The global cloud market is rising again, but AI can pose a risk
Despite clear economic challenges, new Research group Synergy figures show a positive upward trend in the amounts that companies spend on their cloud infrastructure services.
As of the second quarter of 2023, corporate spending on cloud infrastructure services worldwide was $64.8 billion, an increase of $10 billion compared to the same period of 2022 and the third consecutive quarter of growth amid restrictive budgets.
The numbers also reflect positively on Microsoft and Google, both of which have steadily grown in market share over the years.
AWS is still responsible for most cloud services
There was little change in Amazon’s market share, with the cloud division accounting for just under a third of cloud spending.
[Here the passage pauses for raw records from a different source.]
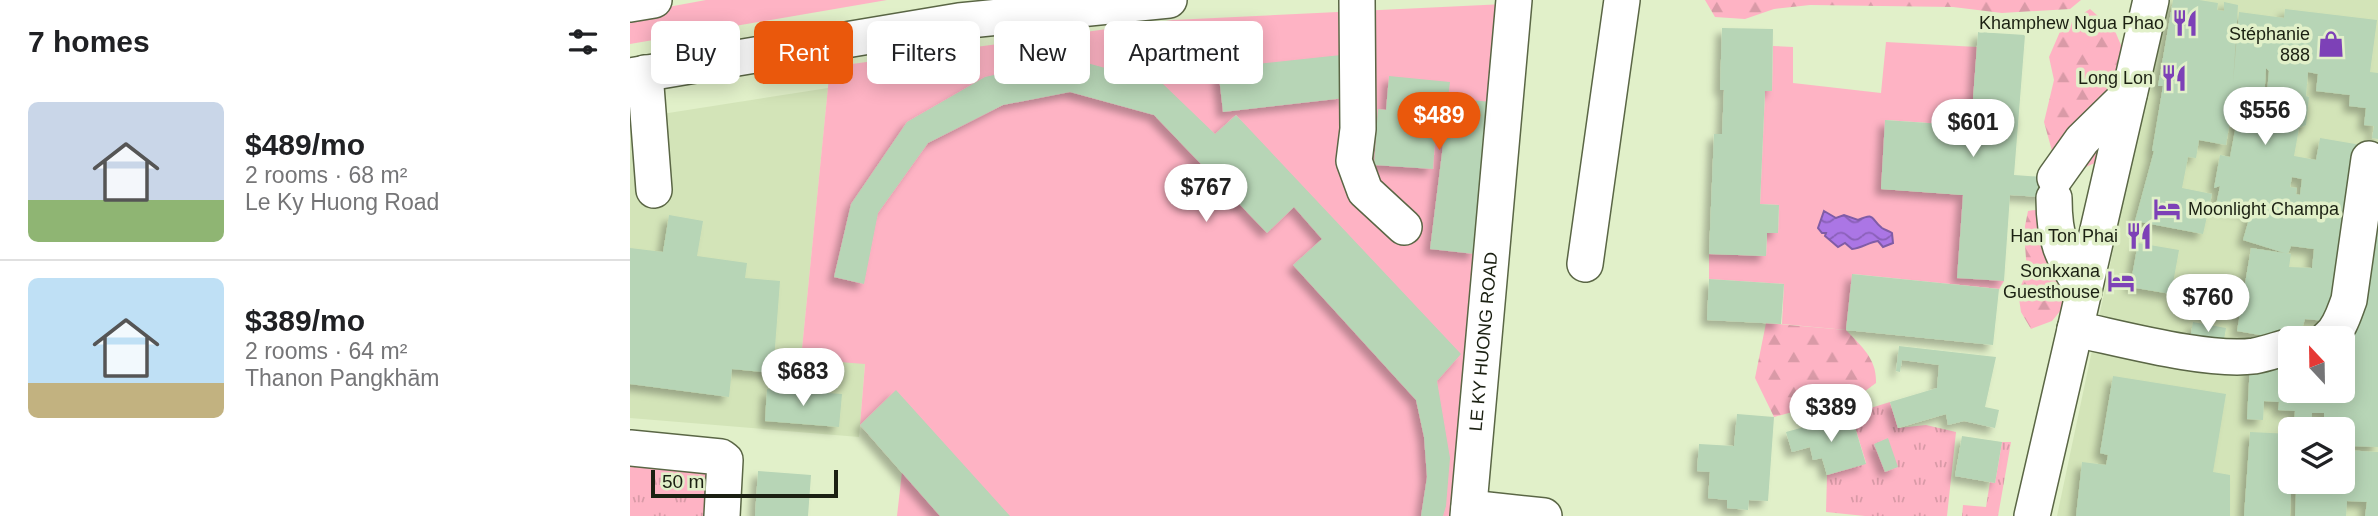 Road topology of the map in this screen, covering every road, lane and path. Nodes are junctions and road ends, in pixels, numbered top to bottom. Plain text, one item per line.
1 (654, 0) edge
2 (1169, 0) edge
3 (1357, 0) edge
4 (1514, 0) edge
5 (1622, 0) edge
6 (2151, 0) edge
7 (630, 4) edge
8 (956, 10) edge
9 (638, 74) edge
10 (2129, 94) junction
11 (2369, 159) dead end
12 (654, 190) dead end
13 (1404, 227) dead end
14 (1586, 264) dead end
15 (2084, 291) junction
16 (2338, 326) edge
17 (2075, 329) junction
18 (2278, 349) edge
19 (630, 448) edge
20 (1468, 512) edge
21 (722, 516) edge
22 (1544, 516) edge
23 (2032, 516) edge

1 - 7 street
2 - 8 street
3 - 13 street
4 - 20 street, LE KY HUONG ROAD
5 - 14 street
6 - 10 street
8 - 9 street
9 - 12 street
10 - 15 street
10 - 15 street
11 - 16 street
15 - 17 street
17 - 18 street
17 - 23 street
19 - 21 street
20 - 22 street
Microsoft and Google were 22% and 11% respectively, bringing the combined share of the three leaders to nearly two-thirds (65%).
Synergy pointed out that the dominance of the three leaders is even more pronounced in the public cloud sector, where they account for 72% of the market.
At the same time, a five-year period shows that IBM’s stock has continued to fall, while Alibaba has also seen a decline despite peaking in 2021.
The analysts blame “macroeconomic pressures, corporate tightening, local market problems in China and… the law of big numbers” for the recent decline in growth rates, but other factors may also be at play .
In recent months, particularly in the first half of 2023, many enterprises have wanted (and now can) create their own AI tools. While many opt for -aaS approaches, others are eager to purchase their own hardware, including industry-leading and expensive processors, which may have pushed cloud spending into the background.
Looking ahead, Synergy sees the current “short term” challenges self-resolving and growth will continue for some time to come.